[Skeletal landmark data]
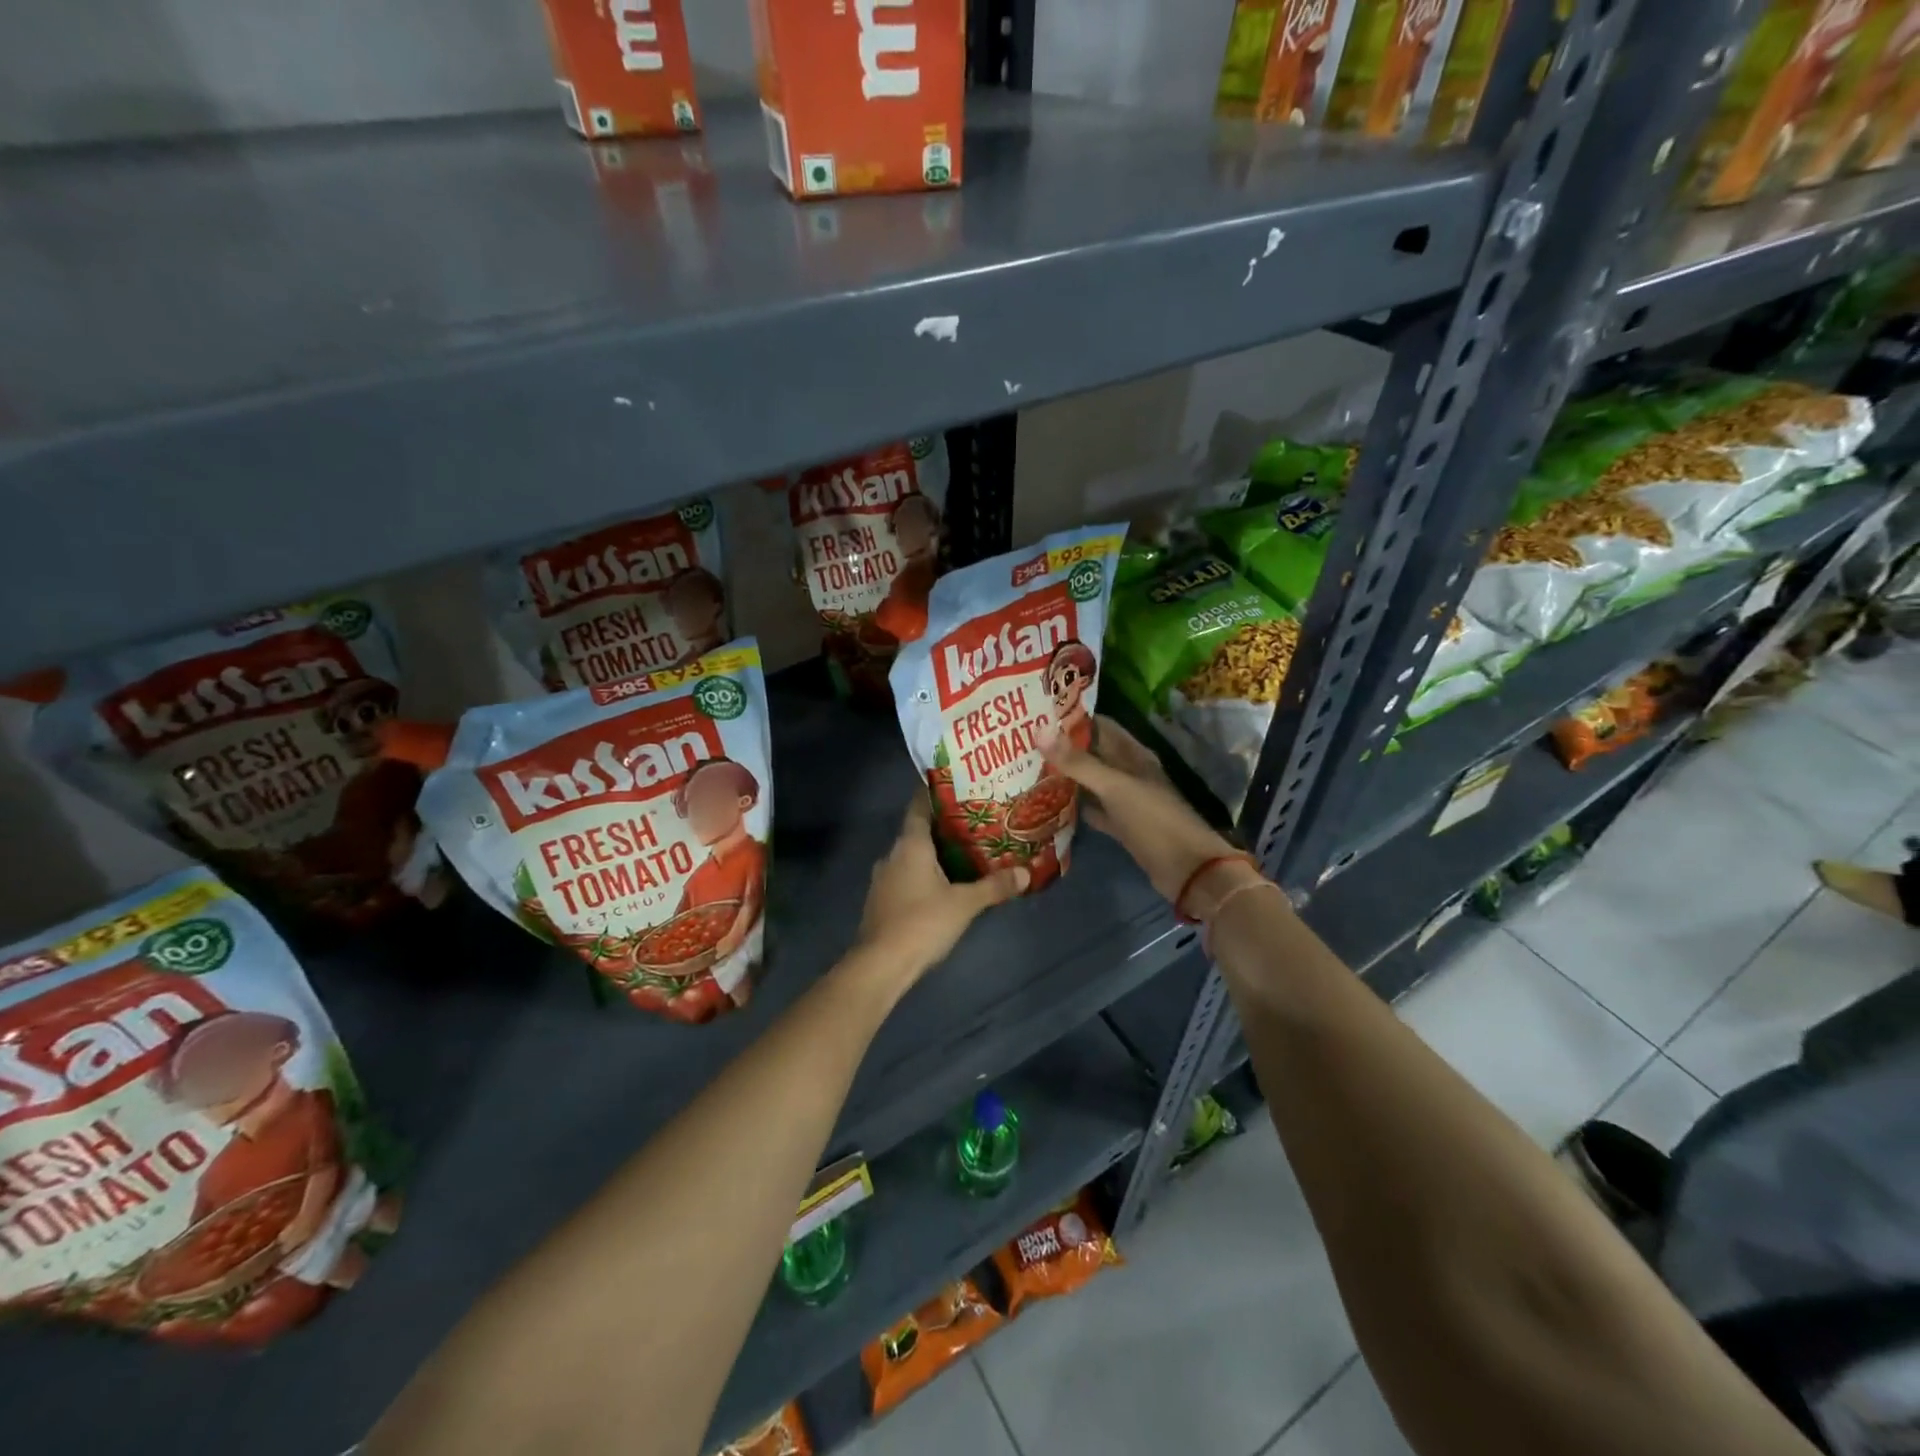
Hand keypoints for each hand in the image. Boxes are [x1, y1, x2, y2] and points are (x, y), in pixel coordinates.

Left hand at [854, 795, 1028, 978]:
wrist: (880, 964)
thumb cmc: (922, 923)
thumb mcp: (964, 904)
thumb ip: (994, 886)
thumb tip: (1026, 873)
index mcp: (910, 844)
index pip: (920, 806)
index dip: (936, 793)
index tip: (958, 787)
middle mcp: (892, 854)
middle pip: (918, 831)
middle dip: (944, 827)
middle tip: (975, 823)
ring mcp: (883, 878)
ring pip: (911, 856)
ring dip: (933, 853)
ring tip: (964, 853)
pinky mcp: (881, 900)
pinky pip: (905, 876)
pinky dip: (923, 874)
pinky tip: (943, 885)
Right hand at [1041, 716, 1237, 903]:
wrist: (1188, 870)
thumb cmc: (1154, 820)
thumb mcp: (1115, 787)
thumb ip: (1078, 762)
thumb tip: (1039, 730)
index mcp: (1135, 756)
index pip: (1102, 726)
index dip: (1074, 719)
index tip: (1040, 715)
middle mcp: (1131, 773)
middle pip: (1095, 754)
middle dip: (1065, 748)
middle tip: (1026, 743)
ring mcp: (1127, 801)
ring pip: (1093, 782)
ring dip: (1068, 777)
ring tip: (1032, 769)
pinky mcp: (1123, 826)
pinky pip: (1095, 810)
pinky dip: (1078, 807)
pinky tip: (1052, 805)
==
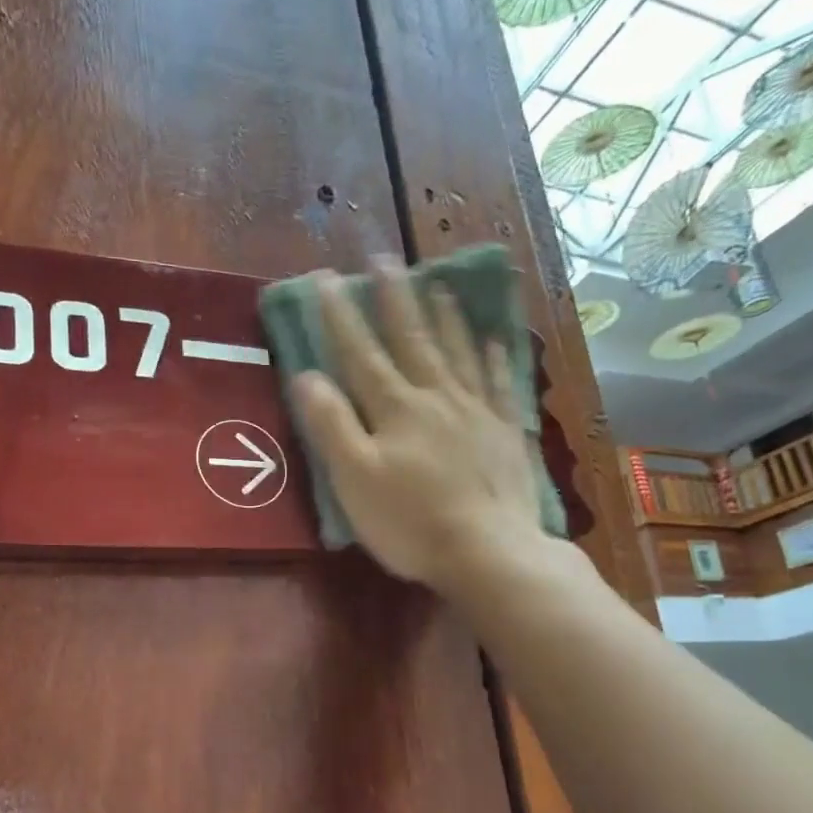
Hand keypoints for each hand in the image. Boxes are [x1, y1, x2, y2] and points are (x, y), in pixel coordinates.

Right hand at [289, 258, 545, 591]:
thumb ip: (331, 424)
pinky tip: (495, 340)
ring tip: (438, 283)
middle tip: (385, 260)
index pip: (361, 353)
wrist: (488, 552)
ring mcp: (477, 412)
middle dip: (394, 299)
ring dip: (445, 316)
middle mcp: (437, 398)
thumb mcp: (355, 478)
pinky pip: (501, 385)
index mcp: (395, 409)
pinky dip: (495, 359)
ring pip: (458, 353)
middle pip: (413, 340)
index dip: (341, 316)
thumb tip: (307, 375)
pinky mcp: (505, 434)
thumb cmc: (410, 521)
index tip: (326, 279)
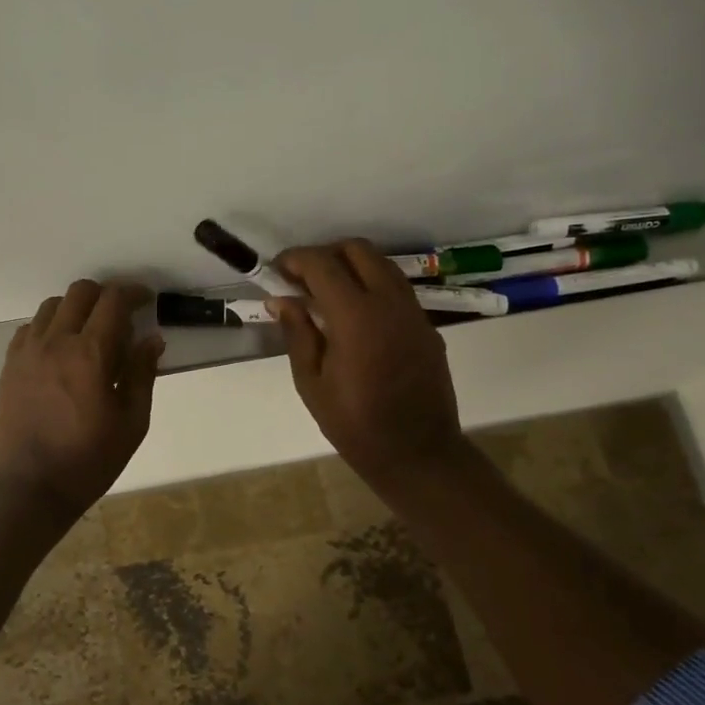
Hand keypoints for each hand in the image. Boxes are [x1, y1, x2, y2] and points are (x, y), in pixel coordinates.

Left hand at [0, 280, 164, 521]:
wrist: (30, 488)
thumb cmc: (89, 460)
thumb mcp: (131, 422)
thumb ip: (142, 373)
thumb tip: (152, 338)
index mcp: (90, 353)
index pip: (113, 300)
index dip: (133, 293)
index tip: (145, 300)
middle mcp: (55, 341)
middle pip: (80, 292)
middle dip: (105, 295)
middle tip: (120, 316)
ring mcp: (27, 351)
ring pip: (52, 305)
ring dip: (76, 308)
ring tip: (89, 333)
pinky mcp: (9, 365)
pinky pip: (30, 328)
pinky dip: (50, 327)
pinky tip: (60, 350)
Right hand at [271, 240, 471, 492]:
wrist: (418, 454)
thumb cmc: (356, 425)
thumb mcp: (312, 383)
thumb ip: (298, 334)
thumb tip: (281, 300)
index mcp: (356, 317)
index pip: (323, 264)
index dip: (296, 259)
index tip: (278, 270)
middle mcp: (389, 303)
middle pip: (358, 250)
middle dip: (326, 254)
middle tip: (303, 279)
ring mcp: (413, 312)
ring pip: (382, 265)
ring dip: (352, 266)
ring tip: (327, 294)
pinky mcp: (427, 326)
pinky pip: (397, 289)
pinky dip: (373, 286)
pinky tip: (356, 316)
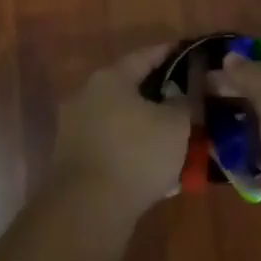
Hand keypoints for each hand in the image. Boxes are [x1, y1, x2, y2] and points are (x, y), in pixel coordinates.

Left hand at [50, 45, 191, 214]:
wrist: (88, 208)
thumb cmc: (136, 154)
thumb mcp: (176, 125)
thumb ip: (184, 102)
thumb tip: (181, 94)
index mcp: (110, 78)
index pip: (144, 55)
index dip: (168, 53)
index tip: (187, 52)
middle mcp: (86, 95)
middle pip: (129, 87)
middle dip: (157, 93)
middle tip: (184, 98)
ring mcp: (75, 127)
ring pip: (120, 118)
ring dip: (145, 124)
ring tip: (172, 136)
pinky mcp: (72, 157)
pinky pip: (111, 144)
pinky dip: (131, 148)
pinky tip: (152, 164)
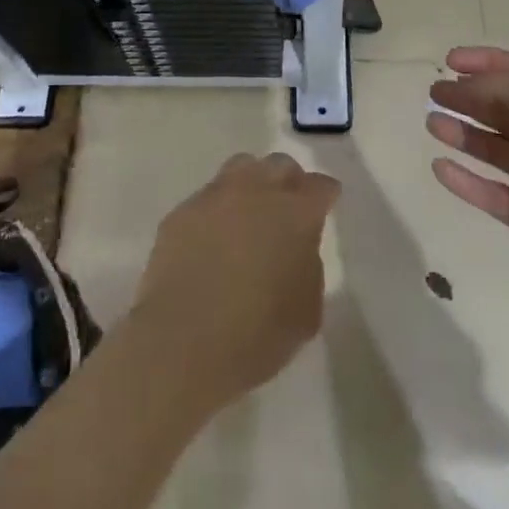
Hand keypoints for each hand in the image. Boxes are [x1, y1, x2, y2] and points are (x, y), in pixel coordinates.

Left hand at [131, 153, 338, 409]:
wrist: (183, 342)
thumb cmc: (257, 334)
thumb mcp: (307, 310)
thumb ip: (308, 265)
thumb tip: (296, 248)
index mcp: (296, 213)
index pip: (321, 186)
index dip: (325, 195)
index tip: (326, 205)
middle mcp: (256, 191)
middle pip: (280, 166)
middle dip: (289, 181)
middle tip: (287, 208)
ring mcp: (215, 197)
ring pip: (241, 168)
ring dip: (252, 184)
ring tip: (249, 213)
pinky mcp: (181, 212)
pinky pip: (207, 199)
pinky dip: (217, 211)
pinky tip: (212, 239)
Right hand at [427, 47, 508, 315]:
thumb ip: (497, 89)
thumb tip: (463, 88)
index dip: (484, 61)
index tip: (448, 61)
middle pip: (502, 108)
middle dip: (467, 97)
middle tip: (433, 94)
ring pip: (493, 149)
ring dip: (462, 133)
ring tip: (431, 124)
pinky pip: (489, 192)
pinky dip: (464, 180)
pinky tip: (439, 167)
---
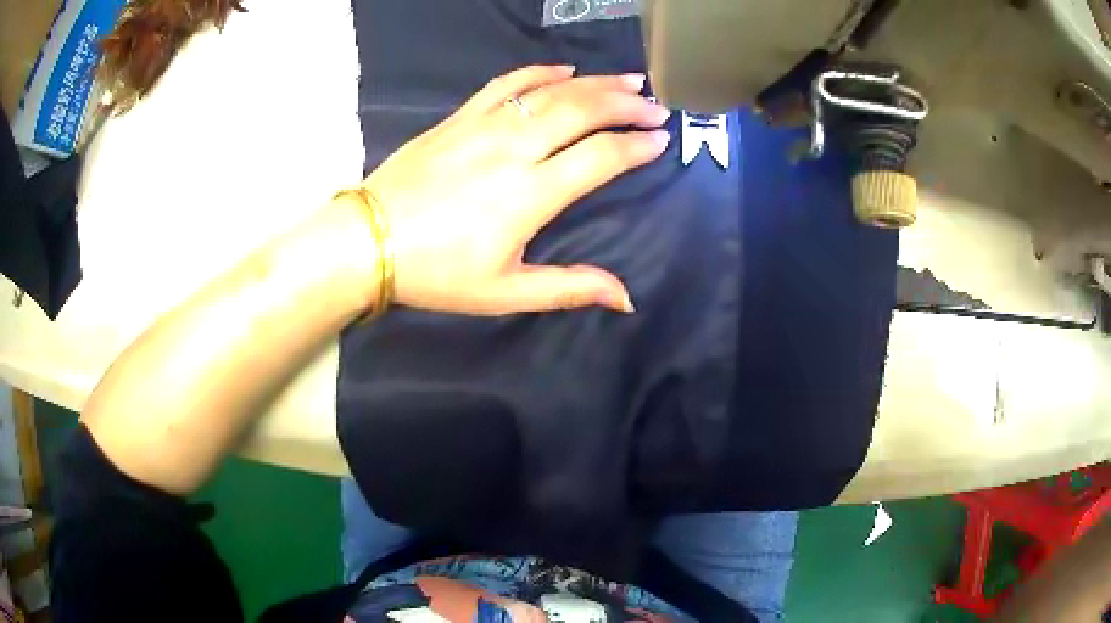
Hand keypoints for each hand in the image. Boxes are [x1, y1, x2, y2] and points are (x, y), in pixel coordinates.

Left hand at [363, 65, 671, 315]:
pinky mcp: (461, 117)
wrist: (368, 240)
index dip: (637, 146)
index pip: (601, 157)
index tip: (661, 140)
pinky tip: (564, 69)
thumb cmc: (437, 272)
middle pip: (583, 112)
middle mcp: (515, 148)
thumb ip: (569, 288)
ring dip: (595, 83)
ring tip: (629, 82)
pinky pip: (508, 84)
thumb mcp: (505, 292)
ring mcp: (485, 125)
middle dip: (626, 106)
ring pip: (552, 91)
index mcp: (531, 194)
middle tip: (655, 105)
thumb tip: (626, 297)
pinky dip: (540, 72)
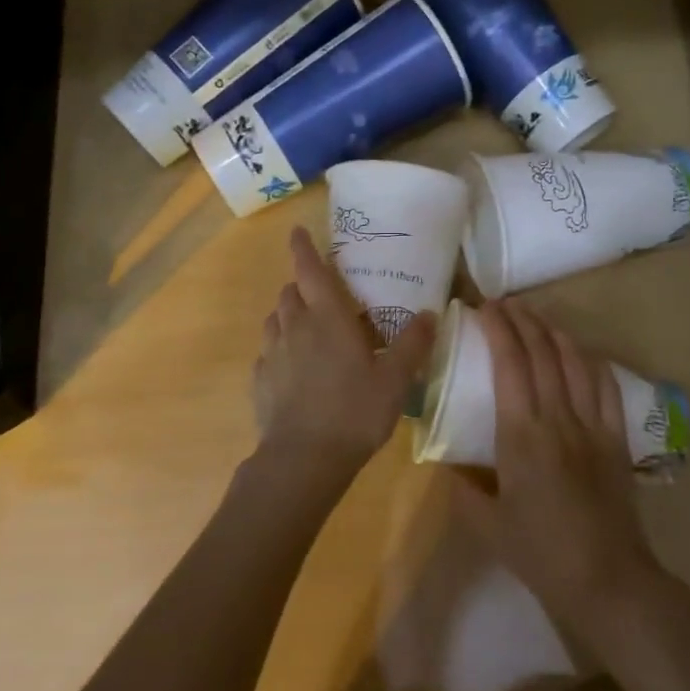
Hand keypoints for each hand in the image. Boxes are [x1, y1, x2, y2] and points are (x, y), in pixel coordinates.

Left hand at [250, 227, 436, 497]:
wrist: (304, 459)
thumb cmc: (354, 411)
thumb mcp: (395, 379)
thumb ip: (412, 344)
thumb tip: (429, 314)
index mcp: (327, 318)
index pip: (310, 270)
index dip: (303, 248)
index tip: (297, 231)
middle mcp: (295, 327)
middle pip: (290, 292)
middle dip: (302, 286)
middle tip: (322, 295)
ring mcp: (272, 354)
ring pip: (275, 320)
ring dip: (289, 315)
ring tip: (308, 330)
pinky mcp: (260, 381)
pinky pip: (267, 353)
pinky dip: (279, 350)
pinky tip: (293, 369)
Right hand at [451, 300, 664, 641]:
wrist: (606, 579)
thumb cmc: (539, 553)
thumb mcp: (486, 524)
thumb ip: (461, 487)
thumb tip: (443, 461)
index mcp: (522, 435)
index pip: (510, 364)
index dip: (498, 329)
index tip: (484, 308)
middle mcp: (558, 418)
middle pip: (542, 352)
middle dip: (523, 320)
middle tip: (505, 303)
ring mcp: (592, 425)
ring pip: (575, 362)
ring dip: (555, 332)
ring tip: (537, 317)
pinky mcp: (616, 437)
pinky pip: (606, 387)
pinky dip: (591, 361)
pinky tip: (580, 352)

→ What is needed
One stretch of the lines above is wanted, from the line that contains "index pip: (920, 806)" through the line that contains "middle tip: (1026, 743)". Output it exactly.

→ Exercise answer
index pip: (920, 806)
index dip: (936, 793)
index tip: (958, 787)
middle mcp: (892, 854)
middle pip: (918, 831)
middle dip: (944, 827)
middle tip: (975, 823)
ring mcp: (883, 878)
ring pip: (911, 856)
ring dip: (933, 853)
ring tip: (964, 853)
pinky mcp: (881, 900)
pinky pip: (905, 876)
pinky dip: (923, 874)
pinky tip: (943, 885)
Right hand at [1041, 716, 1237, 903]:
wrist: (1188, 870)
thumb cmc: (1154, 820)
thumb mcp: (1115, 787)
thumb ip: (1078, 762)
thumb tip: (1039, 730)
index mcp: (1135, 756)
index pip: (1102, 726)
index dip: (1074, 719)
index tip: (1040, 715)
middle mcp: (1131, 773)
middle pip: (1095, 754)
middle dip: (1065, 748)
middle tip: (1026, 743)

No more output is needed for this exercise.